Records shown: Begin

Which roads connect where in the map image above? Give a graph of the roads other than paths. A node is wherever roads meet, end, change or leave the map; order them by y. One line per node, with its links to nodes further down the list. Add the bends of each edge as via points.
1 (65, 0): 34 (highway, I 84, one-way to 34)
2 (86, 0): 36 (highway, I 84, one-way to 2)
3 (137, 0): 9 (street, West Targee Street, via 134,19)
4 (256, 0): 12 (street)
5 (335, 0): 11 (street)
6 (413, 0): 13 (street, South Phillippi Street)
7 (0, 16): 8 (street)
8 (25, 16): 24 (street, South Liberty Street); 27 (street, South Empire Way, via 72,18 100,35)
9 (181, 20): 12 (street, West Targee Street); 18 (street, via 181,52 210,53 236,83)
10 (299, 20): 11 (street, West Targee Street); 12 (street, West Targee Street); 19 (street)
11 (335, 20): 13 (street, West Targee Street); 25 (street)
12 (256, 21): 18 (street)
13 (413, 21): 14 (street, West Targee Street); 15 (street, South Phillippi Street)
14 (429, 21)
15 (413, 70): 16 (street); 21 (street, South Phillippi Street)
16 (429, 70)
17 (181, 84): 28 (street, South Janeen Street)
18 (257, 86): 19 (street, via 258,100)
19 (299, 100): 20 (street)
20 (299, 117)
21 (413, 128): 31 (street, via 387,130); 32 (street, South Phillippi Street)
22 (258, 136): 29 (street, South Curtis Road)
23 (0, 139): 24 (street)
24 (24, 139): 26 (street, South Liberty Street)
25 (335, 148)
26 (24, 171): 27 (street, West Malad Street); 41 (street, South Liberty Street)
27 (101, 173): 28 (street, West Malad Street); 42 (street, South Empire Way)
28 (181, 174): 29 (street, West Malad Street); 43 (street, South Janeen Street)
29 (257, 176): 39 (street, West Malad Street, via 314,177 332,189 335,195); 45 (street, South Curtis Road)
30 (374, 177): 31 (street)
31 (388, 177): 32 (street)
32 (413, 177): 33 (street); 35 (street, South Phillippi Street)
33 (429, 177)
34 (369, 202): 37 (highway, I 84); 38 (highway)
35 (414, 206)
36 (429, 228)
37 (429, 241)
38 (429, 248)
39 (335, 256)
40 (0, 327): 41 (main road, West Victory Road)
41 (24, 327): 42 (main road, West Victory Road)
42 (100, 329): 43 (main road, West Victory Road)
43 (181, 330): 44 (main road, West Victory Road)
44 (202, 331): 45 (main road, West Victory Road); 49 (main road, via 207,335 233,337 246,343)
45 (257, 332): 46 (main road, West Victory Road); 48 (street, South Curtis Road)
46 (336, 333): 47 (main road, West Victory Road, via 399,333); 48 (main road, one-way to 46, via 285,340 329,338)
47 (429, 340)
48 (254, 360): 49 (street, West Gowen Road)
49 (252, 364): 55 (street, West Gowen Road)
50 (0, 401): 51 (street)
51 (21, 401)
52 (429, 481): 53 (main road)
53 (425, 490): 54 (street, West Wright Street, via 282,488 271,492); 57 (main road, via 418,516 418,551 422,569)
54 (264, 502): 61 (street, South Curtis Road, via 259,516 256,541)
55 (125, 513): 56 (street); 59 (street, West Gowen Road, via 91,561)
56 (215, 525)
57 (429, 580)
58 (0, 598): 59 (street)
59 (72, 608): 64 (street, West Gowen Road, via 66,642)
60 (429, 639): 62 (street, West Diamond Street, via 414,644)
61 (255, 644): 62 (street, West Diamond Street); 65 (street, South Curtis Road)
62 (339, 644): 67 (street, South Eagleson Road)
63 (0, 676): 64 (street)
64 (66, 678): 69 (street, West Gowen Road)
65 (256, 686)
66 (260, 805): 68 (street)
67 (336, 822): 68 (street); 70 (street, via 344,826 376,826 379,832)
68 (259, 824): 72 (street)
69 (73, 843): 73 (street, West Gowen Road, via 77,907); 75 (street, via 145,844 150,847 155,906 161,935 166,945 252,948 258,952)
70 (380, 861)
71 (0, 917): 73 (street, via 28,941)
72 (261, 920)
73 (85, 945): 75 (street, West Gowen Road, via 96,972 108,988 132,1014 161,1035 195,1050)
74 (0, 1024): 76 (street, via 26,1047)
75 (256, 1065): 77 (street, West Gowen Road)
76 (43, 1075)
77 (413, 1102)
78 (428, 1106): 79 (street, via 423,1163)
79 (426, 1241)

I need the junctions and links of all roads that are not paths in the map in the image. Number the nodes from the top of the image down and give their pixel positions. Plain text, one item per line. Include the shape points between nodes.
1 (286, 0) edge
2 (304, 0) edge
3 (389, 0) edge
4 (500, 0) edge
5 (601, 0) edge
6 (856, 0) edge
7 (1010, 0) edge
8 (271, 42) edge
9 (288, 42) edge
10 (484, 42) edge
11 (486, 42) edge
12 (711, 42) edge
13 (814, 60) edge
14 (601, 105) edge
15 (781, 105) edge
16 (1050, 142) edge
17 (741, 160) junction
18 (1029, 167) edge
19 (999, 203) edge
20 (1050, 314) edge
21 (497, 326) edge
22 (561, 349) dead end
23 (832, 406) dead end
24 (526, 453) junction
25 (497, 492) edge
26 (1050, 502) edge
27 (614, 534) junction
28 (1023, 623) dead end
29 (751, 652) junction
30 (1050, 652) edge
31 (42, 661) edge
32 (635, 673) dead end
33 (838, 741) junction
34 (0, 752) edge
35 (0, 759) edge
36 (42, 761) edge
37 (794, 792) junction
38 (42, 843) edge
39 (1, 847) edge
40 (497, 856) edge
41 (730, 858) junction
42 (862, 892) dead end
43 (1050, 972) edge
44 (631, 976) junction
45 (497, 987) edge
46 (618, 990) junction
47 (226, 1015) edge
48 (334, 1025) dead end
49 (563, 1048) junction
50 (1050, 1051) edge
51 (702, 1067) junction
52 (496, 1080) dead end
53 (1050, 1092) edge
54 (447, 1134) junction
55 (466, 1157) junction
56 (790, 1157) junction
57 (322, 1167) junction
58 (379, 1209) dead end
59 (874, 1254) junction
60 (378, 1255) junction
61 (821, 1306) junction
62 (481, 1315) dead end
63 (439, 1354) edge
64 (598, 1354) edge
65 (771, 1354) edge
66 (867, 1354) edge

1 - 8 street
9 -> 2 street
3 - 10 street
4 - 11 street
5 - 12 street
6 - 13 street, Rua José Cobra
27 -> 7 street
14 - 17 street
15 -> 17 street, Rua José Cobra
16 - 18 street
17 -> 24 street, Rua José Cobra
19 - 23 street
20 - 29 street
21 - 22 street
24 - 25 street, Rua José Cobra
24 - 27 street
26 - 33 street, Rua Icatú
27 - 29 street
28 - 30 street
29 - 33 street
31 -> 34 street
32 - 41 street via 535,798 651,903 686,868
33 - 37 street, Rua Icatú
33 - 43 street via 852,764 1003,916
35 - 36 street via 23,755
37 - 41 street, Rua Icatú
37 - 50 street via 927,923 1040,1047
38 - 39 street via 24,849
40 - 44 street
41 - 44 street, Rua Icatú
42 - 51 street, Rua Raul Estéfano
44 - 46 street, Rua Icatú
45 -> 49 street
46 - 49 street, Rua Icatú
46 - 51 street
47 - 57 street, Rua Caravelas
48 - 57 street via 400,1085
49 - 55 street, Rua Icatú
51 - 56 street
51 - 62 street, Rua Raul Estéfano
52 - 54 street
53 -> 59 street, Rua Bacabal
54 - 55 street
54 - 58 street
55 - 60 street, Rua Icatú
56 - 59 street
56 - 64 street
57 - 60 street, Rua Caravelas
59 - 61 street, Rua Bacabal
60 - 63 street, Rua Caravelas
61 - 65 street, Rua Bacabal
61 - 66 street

Records shown: End
Records shown: Begin

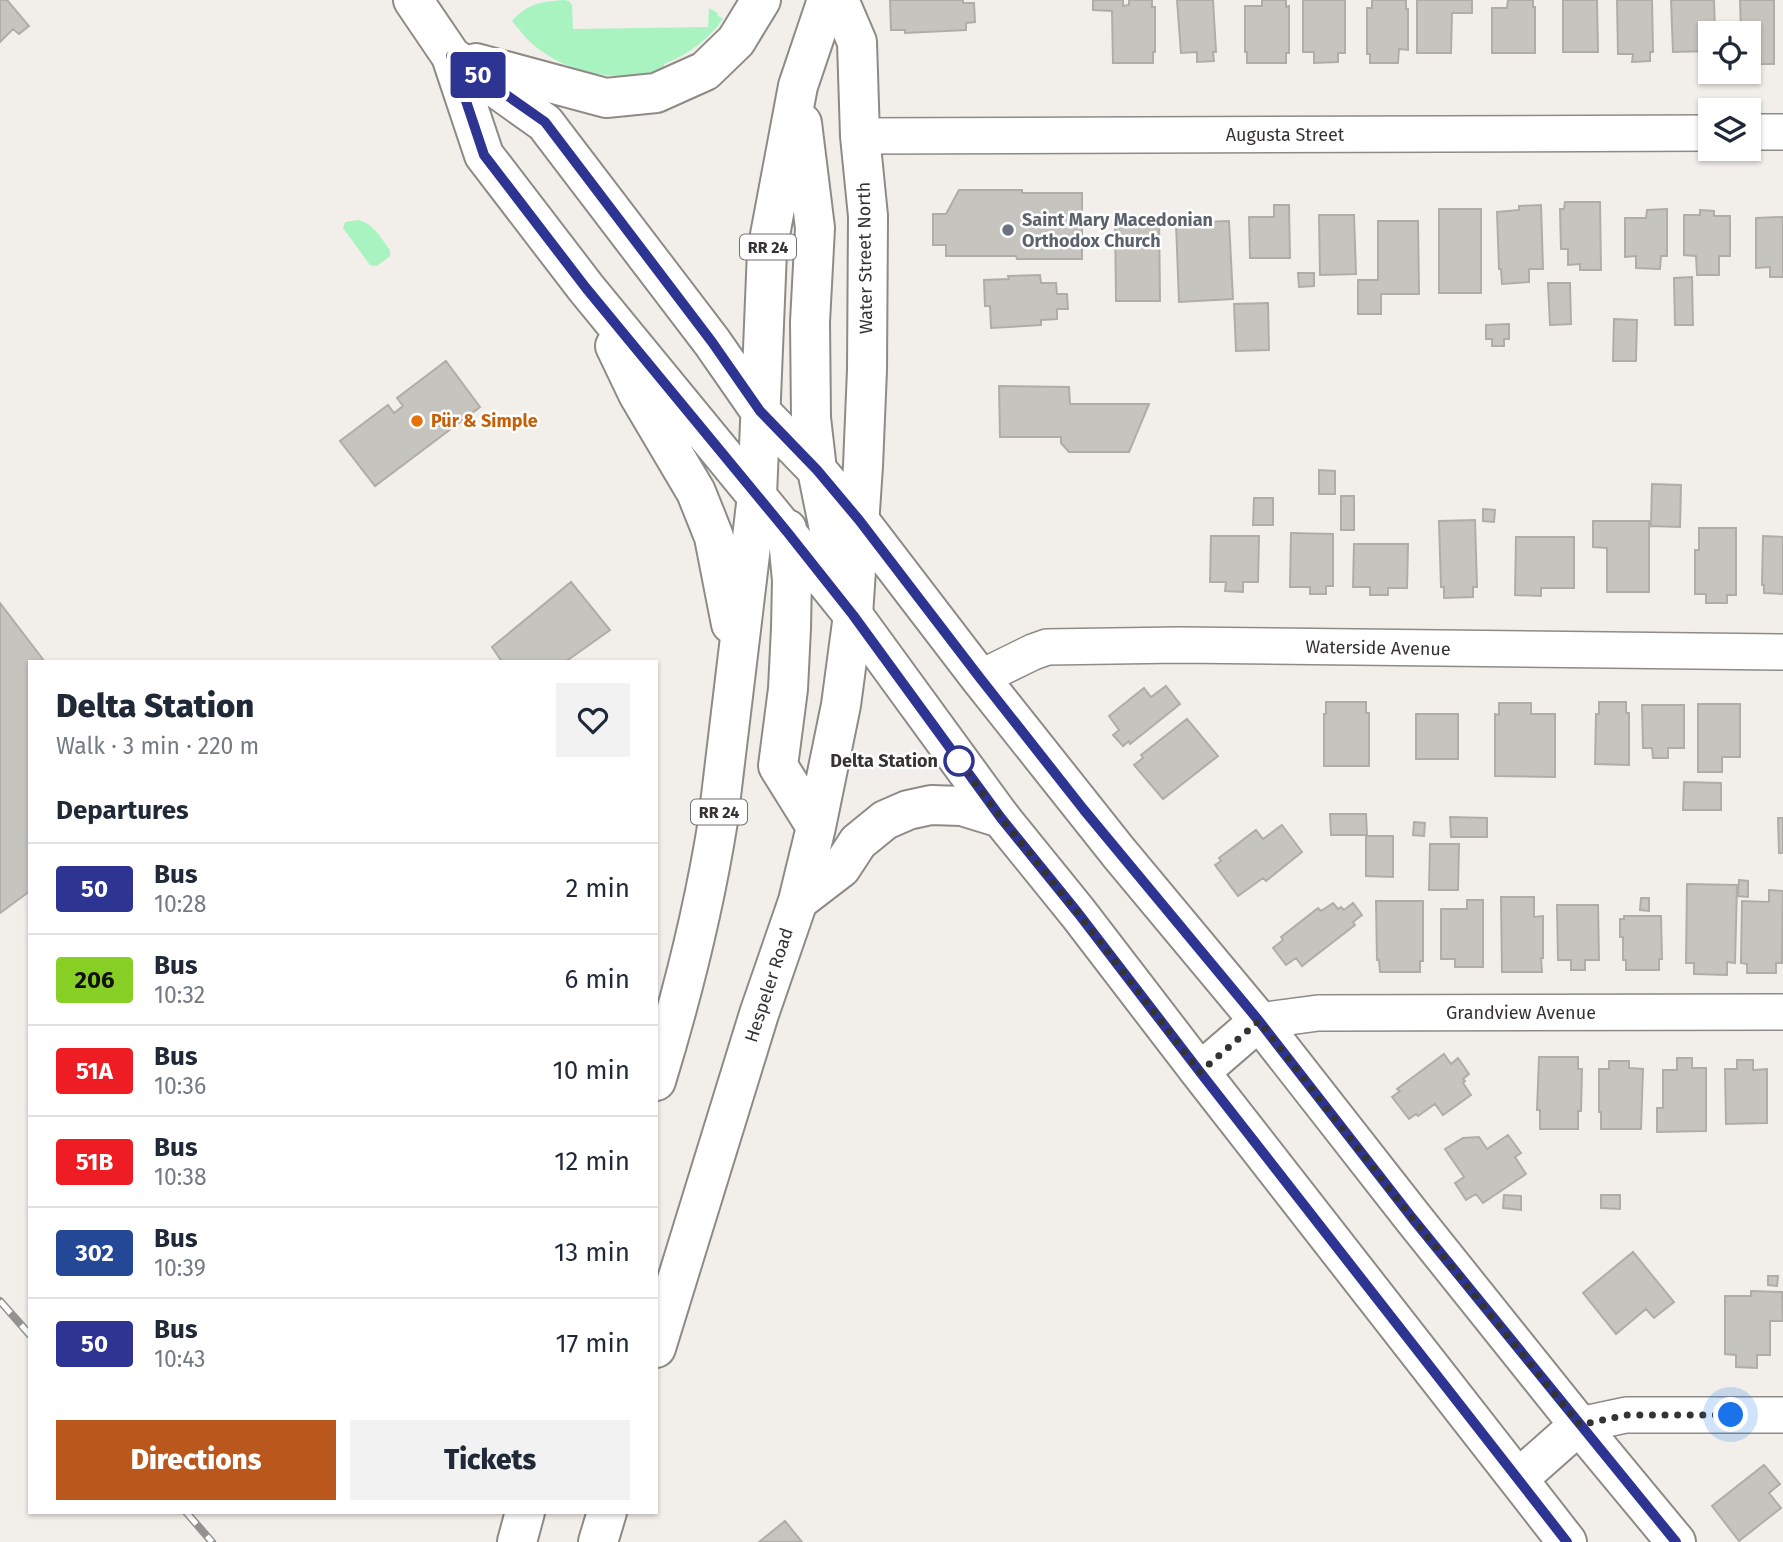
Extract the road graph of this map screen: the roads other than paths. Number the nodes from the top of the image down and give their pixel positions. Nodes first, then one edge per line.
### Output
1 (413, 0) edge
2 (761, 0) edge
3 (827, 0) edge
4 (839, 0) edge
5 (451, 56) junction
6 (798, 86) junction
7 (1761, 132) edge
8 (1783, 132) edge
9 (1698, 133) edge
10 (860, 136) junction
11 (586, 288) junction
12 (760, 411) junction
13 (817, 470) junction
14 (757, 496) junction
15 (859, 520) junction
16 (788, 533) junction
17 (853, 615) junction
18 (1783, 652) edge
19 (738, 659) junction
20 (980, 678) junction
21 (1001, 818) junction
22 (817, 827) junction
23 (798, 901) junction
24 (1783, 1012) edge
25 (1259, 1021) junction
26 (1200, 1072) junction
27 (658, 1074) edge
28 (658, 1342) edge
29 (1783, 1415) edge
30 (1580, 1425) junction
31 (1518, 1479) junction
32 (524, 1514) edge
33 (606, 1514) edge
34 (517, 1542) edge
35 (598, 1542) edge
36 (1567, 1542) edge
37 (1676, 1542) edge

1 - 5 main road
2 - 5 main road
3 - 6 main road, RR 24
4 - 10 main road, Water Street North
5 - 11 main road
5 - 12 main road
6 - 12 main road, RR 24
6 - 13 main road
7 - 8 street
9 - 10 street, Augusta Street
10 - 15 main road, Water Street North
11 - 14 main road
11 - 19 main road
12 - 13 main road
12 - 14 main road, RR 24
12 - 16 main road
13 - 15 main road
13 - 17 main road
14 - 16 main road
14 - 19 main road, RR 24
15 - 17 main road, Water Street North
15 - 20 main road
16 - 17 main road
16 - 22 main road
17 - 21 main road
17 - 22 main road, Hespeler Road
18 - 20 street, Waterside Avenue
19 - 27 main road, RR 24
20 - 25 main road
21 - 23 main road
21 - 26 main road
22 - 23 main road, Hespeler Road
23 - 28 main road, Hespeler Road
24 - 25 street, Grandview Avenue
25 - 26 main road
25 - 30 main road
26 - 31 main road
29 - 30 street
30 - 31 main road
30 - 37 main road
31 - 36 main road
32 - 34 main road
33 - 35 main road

Records shown: End
Records shown: Begin

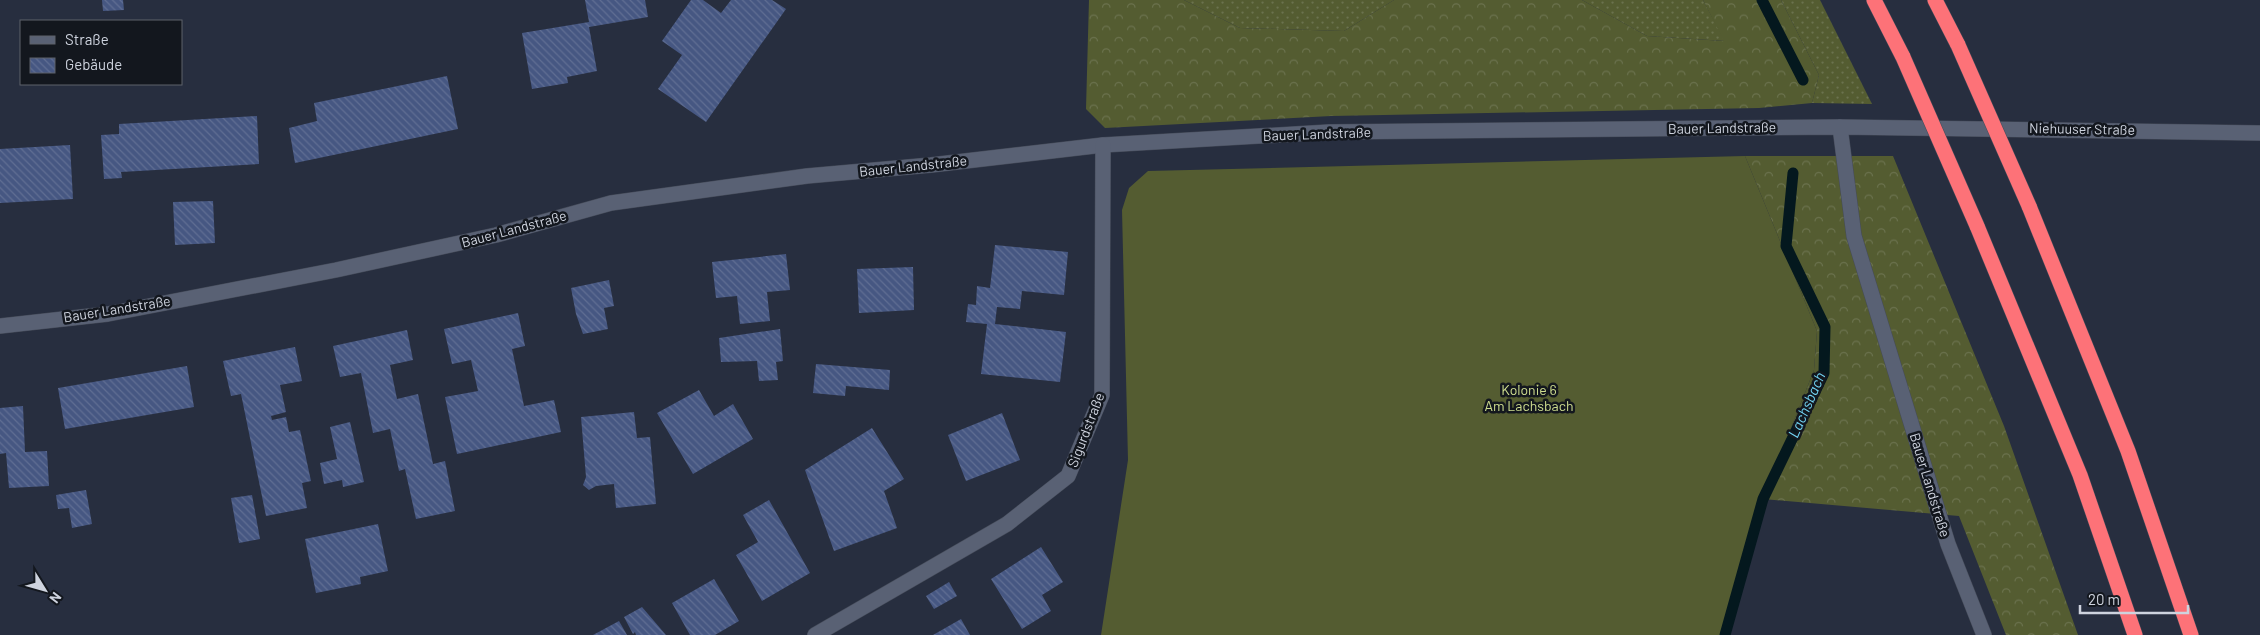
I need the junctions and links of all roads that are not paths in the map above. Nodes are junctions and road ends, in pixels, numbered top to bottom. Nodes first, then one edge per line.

Records shown: End

_Task details_
Scan the material and collect every line that contains "first".

_Solution for this task_
Extract the road graph of this map screen: the roads other than paths. Number the nodes from the top of the image down and give their pixel positions. Nodes first, then one edge per line.
I need the junctions and links of all roads that are not paths in the map above. Nodes are junctions and road ends, in pixels, numbered top to bottom. Nodes first, then one edge per line.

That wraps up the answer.